Anders als Mir Sultan Khan ist AlphaZero jetzt wieder aufgetaucht, und das in Person seines Schöpfers. Demis Hassabis, Chef der Google-Firma DeepMind, die AlphaZero entwickelt hat, war jetzt zu Gast bei der Schach-WM. Er führte den ersten Zug der siebten Partie aus, danach stand er im Studio Judit Polgar und Anna Rudolf Rede und Antwort, musste aber schnell weg.
Als tags darauf die achte Partie anstand, war AlphaZero gleich doppelt dabei. Demis Hassabis kam zurück ins Studio, um all die noch offenen Fragen zu beantworten, während auf dem Brett AlphaZeros kleine Schwester Leela mitmischte. Mit der hatte nämlich Fabiano Caruana jenes Sizilianisch-Abspiel vorbereitet, das Carlsen erhebliches Kopfzerbrechen und eine Stellung am Rande des Verlustes bescherte. Nun sahen die Zuschauer die Auswirkungen des Umstands, dass bei diesem WM-Match erstmals neuronale Netze auf beiden Seiten mitspielen.
Wie AlphaZero Züge findet, versteht nicht einmal sein Schöpfer
Als Caruana das Ende seiner Vorbereitung erreicht hatte, stand er überlegen, vermochte aber auf sich allein gestellt nicht, diesen Vorteil in einen vollen Punkt umzumünzen. Und das, obwohl die Denkprozesse eine neuronalen Netzes eher denen von Menschen gleichen als denen eines herkömmlichen Rechenknechtes wie Stockfish. Wie Menschen orientiert sich AlphaZero an Mustern, die es im Lauf der Matches gegen sich selbst gelernt hat, und das frei von starren Regeln.
Demis Hassabis erklärt das so: “AlphaZero bewertet alles im Kontext der aktuellen Position. Den Wert von Figuren, Turm fünf Bauern, Springer drei, kennt es nicht. Darum fällt es ihm zum Beispiel leichter, langfristig aus positionellen Gründen eine Qualität zu opfern. Stockfish kann das zwar auch, aber die Materialbilanz von minus zwei zwingt es, so tief rechnen, dass es einen konkreten Vorteil sieht.”

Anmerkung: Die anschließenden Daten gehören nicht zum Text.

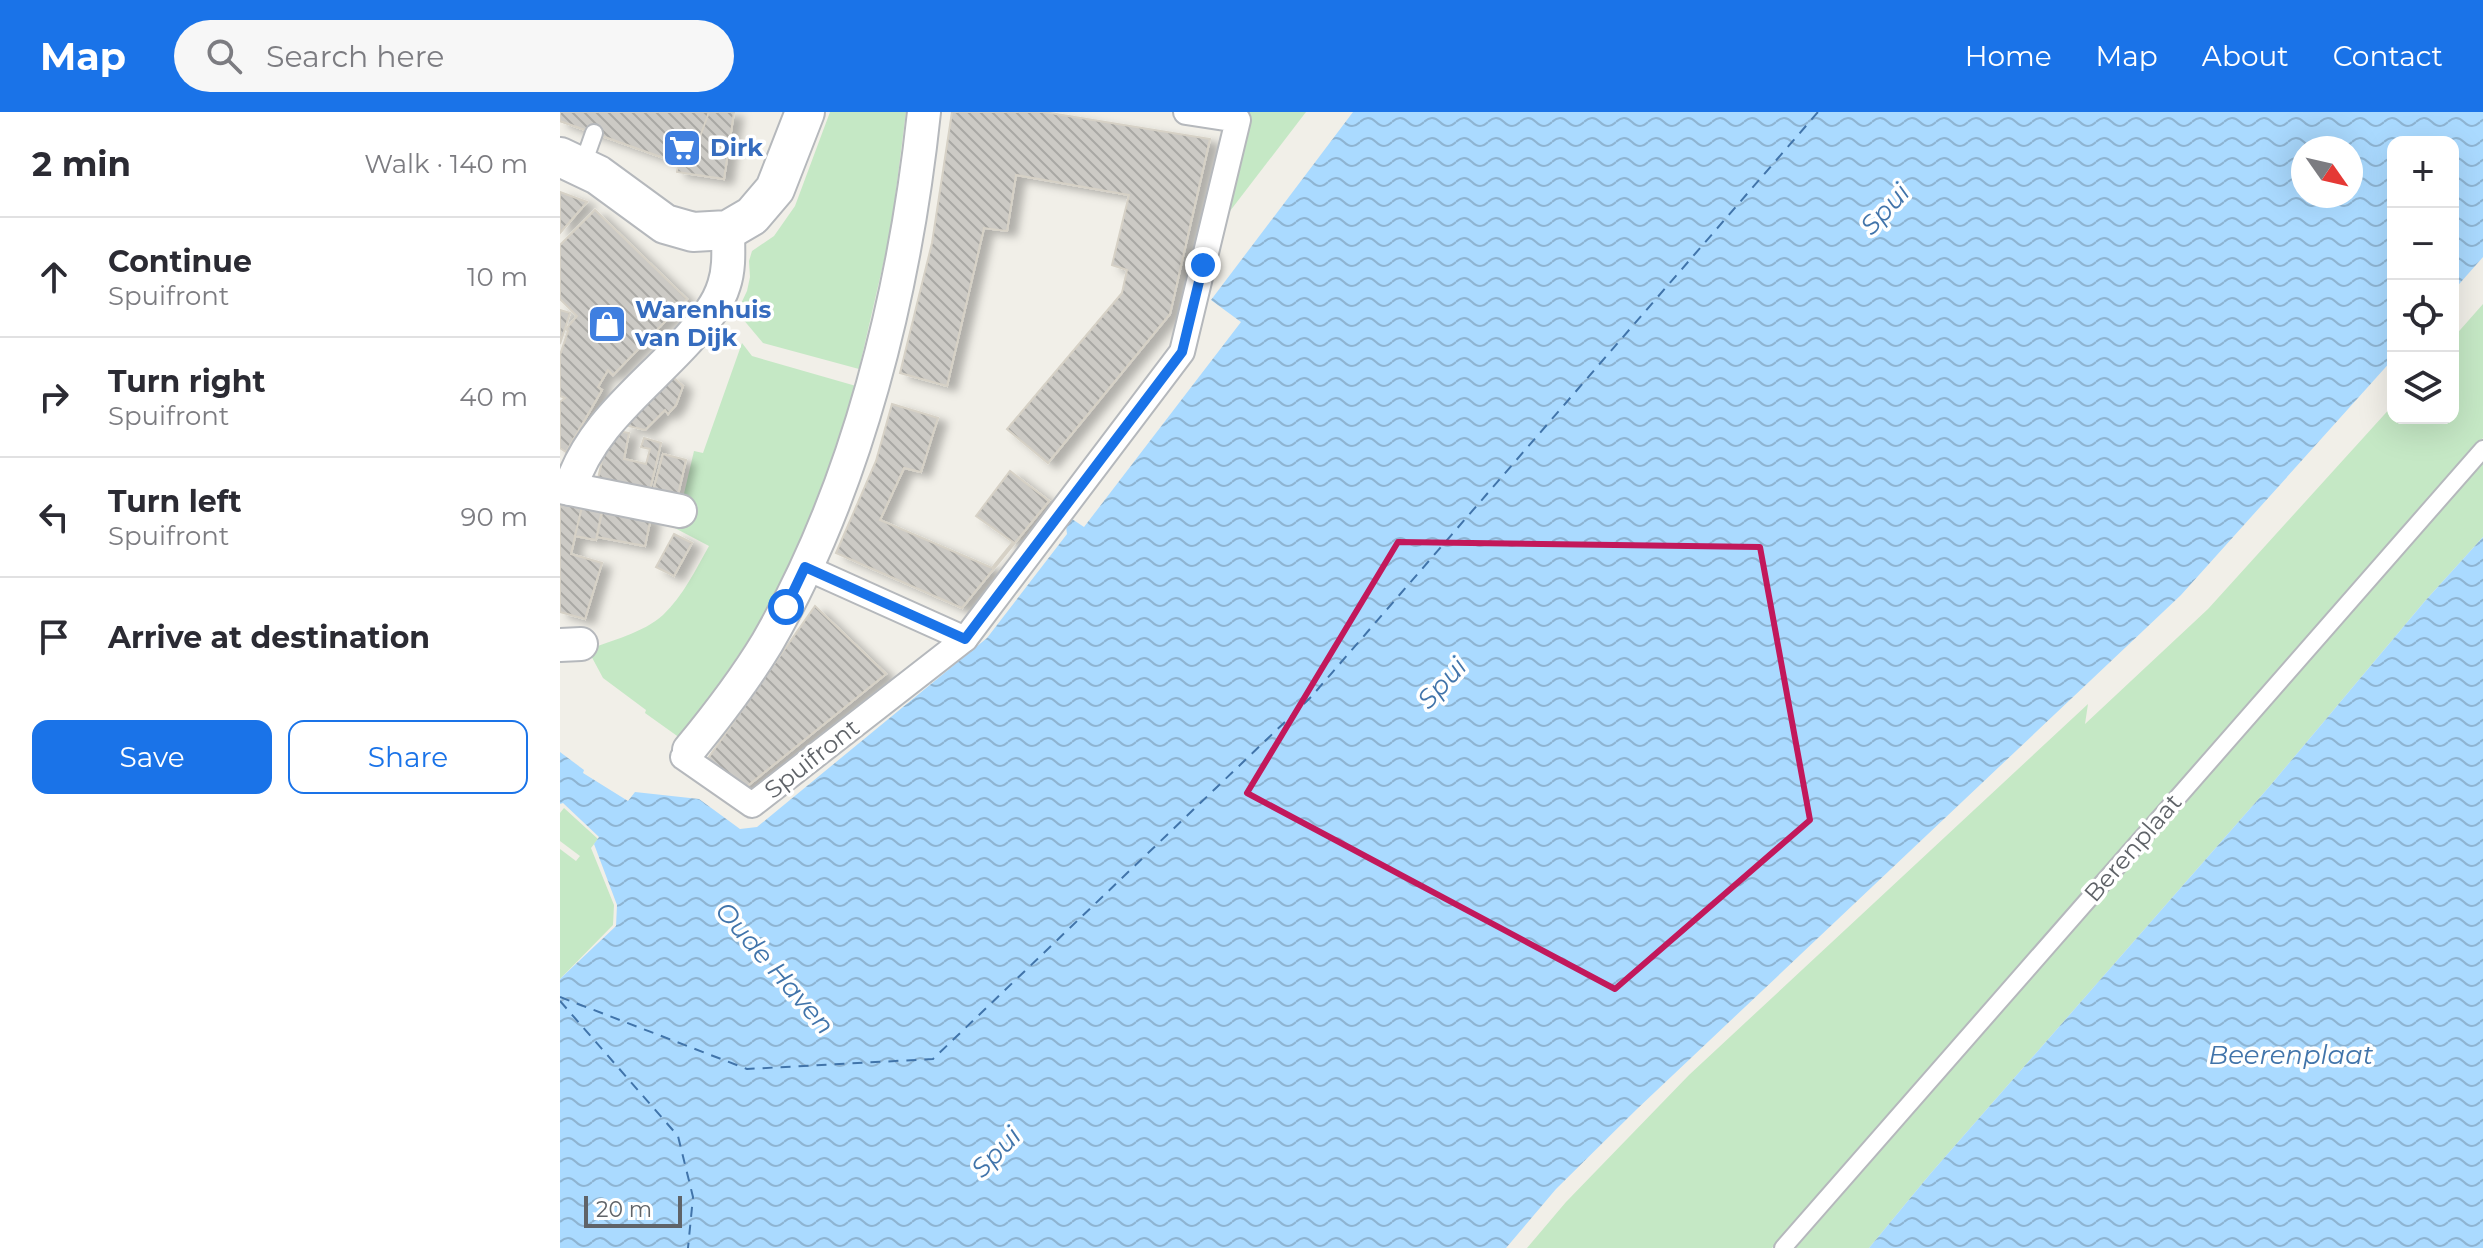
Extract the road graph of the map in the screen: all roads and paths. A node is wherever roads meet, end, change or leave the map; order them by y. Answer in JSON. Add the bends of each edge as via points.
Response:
{"nodes":[{"id":1,"x":805,"y":112,"type":"edge"},
{"id":2,"x":924,"y":112,"type":"edge"},
{"id":3,"x":1186,"y":112,"type":"edge"},
{"id":4,"x":579,"y":152,"type":"edge"},
{"id":5,"x":728,"y":230,"type":"junction"},
{"id":6,"x":2483,"y":449,"type":"edge"},
{"id":7,"x":565,"y":488,"type":"edge"},
{"id":8,"x":680,"y":511,"type":"dead end"},
{"id":9,"x":805,"y":567,"type":"junction"},
{"id":10,"x":965,"y":639,"type":"junction"},
{"id":11,"x":689,"y":750,"type":"joint"},
{"id":12,"x":1783,"y":1248,"type":"edge"}],
"edges":[{"from":1,"to":5,"type":"street","via":[[775,189],[752,216]]},
{"from":2,"to":9,"type":"street","name":"Spuifront","via":[[905,239],[878,358],[852,448]]},
{"from":3,"to":10,"type":"street","name":"Spuifront","via":[[1238,120],[1182,352]]},
{"from":4,"to":5,"type":"street","via":[[650,215],[693,232]]},
{"from":5,"to":7,"type":"street","via":[[727,272],[715,306],[609,420]]},
{"from":6,"to":12,"type":"lane","name":"Berenplaat"},
{"from":7,"to":8,"type":"street"},
{"from":9,"to":10,"type":"street"},
{"from":9,"to":11,"type":"street","name":"Spuifront","via":[[760,654]]},
{"from":10,"to":11,"type":"street","name":"Spuifront","via":[[752,805],[683,757]]}]}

Bald ein neues AlphaZero-Match?
Wie genau AlphaZero und Leela ihre übermenschlichen Manöver aushecken, kann allerdings nicht einmal der Schöpfer von AlphaZero erklären. “Für den Moment ist das noch eine Art Black Box. Wir wissen es nicht.” Das solle sich aber ändern. DeepMind plant, die Algorithmen von AlphaZero Stück für Stück zurückzubauen, um besser zu verstehen, wie die Entscheidungsprozesse der Software ablaufen. Schließlich geht es der Firma weniger um Schach und mehr um eine bessere Welt. AlphaZero und seine Verwandten aus dem Google-Labor sollen helfen, wissenschaftliche Probleme zu lösen, etwa auf dem Feld der Medizin.
Wer nun erwartet hatte, dass mit dem Verschwinden Hassabis’ vom Londoner Schlachtfeld nun auch AlphaZero wieder verschwinden würde, den belehrte Hassabis eines Besseren. Sein Unternehmen habe weitere Pläne für AlphaZero und werde diese bald ankündigen. Womöglich wird das Google-Programm ja ein Match unter ernsthaften Turnierbedingungen spielen? Hassabis ließ durchblicken, dass er gerne objektiv abschätzen können würde, wie stark genau sein maschineller Schützling ist. “Wahrscheinlich um Elo 3.600, aber um das herauszufinden, müssten wir AlphaZero noch einmal spielen lassen.”
Konkrete Einblicke verspricht allemal ein Buch, dessen Erscheinen der englische Großmeister Matthew Sadler anlässlich des Hassabis-Besuchs in London ankündigte. Sadler gehört zum auserwählten Kreis derjenigen, die mehr als die zehn bislang veröffentlichten AlphaZero-Partien kennen und Zugang zu den Entwicklern hatte. Mit seiner Co-Autorin Natasha Regan erforschte Sadler die Geschichte hinter der Geburt des Programms und beleuchtet dessen Partien. Im März 2019 soll “Game Changer” erscheinen.